What is the challenge?

The electricity demand time series produced by demand profile generator offer 12 different household profile categories. To use most of them, the spatial information about the number of households per cell (5 categories) needs to be enriched by supplementary data to match the household demand profile categories specifications. Hence, 10 out of 12 different household profile categories can be distinguished by increasing the number of categories of cell-level household data.

How are these datasets combined?

Spatial information about people living in households by zensus (2011) at federal state NUTS1 level df_zensus is aggregated to be compatible to IEE household profile specifications.
- exclude kids and reduce to adults and seniors
- group as defined in HH_TYPES
- convert data from people living in households to number of households by mapping_people_in_households
- calculate fraction of fine household types (10) within subgroup of rough household types (5) df_dist_households
Spatial information about number of households per ha df_census_households_nuts3 is mapped to NUTS1 and NUTS3 level. Data is refined with household subgroups via df_dist_households to df_census_households_grid_refined.
Enriched 100 x 100 m household dataset is used to sample and aggregate household profiles. A table including individual profile id’s for each cell and scaling factor to match Demand-Regio annual sum projections for 2035 and 2050 at NUTS3 level is created in the database as demand.household_electricity_profiles_in_census_cells.

What are central assumptions during the data processing?

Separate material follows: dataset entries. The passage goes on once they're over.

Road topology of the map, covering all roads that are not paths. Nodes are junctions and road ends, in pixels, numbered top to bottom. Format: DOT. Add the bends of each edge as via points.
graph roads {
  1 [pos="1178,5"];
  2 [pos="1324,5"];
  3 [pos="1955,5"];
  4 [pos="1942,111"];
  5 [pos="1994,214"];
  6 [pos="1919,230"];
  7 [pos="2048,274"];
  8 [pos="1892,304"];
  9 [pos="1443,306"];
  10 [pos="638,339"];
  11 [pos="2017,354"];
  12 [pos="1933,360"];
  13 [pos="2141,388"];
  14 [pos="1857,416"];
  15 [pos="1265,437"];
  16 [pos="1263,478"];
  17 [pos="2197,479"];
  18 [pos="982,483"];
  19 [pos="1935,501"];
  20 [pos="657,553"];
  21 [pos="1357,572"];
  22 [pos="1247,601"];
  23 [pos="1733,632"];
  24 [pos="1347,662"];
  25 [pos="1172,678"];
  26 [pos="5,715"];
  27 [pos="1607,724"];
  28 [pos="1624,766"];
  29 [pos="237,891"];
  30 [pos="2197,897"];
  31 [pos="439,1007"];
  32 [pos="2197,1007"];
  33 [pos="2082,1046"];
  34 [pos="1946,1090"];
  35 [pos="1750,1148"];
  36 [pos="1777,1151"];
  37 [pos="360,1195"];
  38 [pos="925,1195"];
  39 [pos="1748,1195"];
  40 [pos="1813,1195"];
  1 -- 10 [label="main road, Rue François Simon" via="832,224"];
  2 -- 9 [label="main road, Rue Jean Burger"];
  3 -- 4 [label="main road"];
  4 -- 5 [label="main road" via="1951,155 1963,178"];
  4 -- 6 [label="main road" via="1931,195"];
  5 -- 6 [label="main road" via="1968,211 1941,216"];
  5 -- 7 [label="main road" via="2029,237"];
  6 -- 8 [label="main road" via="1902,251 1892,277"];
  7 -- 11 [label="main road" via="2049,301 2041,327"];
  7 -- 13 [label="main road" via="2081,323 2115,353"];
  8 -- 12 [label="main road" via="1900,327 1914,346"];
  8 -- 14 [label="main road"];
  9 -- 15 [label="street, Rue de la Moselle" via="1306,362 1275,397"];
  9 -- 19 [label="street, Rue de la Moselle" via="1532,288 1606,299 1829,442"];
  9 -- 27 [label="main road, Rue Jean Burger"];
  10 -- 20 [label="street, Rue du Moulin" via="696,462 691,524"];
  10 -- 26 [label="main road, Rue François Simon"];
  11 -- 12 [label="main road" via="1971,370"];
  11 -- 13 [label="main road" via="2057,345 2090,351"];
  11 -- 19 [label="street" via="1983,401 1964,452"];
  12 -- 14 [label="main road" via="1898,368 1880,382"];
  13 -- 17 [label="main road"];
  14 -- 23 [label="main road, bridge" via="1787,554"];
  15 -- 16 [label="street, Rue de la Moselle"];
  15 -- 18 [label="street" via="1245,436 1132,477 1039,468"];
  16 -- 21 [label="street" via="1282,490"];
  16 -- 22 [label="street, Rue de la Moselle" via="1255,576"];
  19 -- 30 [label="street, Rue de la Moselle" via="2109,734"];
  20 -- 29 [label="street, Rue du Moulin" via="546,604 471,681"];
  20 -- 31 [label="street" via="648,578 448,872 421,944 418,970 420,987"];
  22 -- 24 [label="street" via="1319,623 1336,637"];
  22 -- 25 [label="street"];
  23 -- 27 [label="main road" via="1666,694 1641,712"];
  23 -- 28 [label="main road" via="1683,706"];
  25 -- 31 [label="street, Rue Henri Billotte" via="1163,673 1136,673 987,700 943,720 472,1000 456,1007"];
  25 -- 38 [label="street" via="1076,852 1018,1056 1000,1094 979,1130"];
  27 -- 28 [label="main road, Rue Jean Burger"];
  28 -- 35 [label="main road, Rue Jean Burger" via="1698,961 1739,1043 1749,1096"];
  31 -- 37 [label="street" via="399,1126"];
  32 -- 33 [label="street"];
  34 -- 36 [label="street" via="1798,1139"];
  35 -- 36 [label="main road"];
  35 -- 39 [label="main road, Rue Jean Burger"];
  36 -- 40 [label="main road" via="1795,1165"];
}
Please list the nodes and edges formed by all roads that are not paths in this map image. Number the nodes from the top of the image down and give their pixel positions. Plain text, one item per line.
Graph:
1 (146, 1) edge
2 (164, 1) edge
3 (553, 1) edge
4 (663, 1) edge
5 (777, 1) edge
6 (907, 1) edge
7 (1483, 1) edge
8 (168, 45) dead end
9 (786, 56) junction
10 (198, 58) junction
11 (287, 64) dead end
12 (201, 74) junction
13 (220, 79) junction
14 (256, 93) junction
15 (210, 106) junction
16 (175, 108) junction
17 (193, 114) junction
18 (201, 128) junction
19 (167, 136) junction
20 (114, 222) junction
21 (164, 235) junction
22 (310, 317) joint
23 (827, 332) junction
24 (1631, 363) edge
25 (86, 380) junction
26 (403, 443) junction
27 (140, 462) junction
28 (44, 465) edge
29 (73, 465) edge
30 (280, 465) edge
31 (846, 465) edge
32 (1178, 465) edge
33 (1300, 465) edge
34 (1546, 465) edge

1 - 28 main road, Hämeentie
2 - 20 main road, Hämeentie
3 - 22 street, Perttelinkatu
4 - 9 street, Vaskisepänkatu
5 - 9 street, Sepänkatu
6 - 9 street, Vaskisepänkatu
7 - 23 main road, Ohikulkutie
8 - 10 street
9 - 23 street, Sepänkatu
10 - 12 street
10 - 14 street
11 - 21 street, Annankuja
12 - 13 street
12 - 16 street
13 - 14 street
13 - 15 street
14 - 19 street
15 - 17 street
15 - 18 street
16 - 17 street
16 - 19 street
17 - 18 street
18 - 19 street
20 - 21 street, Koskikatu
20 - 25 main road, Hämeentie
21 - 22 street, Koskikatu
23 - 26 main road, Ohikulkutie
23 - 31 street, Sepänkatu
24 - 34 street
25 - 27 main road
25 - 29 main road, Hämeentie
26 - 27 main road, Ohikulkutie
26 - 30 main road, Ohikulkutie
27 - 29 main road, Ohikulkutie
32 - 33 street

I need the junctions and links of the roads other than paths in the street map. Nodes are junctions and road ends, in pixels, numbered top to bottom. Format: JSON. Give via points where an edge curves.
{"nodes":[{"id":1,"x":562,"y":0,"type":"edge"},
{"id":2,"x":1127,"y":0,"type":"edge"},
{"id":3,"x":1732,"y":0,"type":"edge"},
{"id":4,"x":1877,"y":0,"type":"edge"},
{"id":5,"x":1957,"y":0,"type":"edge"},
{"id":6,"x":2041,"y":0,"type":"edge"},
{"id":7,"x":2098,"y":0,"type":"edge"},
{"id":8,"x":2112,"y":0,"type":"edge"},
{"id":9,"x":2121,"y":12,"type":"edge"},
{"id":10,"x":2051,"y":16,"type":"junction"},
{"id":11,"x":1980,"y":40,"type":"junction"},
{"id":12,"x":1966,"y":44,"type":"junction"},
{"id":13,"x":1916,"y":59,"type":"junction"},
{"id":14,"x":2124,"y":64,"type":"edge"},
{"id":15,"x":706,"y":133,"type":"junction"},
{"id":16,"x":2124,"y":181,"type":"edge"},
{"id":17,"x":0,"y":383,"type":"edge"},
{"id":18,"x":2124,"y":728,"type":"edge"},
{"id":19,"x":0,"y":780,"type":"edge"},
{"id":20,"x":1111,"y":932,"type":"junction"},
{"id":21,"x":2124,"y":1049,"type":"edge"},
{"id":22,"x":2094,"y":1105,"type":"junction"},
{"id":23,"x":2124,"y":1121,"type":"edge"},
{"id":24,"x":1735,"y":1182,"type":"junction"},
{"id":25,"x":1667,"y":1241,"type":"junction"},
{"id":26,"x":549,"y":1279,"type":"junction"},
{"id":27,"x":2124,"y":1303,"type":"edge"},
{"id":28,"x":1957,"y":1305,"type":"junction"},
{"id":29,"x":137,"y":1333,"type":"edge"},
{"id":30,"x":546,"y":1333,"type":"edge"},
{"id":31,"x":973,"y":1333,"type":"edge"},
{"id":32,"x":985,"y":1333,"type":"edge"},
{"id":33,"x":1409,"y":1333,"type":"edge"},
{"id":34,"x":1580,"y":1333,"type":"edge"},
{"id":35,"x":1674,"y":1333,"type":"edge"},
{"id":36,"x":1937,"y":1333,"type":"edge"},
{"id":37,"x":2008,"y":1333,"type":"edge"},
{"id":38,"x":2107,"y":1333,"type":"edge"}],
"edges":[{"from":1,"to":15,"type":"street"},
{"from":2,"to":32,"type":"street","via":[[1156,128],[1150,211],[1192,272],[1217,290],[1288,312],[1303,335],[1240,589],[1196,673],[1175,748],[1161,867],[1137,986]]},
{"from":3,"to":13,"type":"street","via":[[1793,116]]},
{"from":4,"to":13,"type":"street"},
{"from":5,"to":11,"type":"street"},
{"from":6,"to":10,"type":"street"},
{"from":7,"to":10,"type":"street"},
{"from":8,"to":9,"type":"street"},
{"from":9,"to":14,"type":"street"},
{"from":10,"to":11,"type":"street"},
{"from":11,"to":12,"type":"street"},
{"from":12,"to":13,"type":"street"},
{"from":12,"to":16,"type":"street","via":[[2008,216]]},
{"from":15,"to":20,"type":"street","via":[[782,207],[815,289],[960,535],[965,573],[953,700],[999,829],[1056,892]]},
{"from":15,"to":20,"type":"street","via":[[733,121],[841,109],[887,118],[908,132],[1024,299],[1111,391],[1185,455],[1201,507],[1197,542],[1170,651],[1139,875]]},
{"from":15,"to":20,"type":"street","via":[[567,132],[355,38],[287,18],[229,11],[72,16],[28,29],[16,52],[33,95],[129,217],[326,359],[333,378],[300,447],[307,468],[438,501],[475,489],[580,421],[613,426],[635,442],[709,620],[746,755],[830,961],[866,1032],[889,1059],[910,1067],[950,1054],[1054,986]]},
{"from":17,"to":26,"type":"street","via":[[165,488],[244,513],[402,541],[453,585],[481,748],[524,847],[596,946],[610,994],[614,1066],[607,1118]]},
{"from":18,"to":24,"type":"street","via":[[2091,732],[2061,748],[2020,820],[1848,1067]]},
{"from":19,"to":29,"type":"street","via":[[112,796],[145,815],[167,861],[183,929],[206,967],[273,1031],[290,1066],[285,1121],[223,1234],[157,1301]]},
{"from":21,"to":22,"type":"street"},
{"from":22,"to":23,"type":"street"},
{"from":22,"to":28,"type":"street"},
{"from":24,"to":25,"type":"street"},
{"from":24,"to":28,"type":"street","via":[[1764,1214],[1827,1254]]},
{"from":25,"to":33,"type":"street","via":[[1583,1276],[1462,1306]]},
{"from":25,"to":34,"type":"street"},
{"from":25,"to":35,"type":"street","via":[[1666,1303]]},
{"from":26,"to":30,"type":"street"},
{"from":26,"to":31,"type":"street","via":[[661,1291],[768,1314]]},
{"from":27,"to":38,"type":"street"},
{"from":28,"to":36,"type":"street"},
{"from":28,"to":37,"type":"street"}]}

Mapping zensus data to IEE household categories is not trivial. In conversion from persons in household to number of households, number of inhabitants for multi-person households is estimated as weighted average in OO_factor
The distribution to refine household types at cell level are the same for each federal state
Refining of household types lead to float number of profiles drew at cell level and need to be rounded to nearest int by np.rint().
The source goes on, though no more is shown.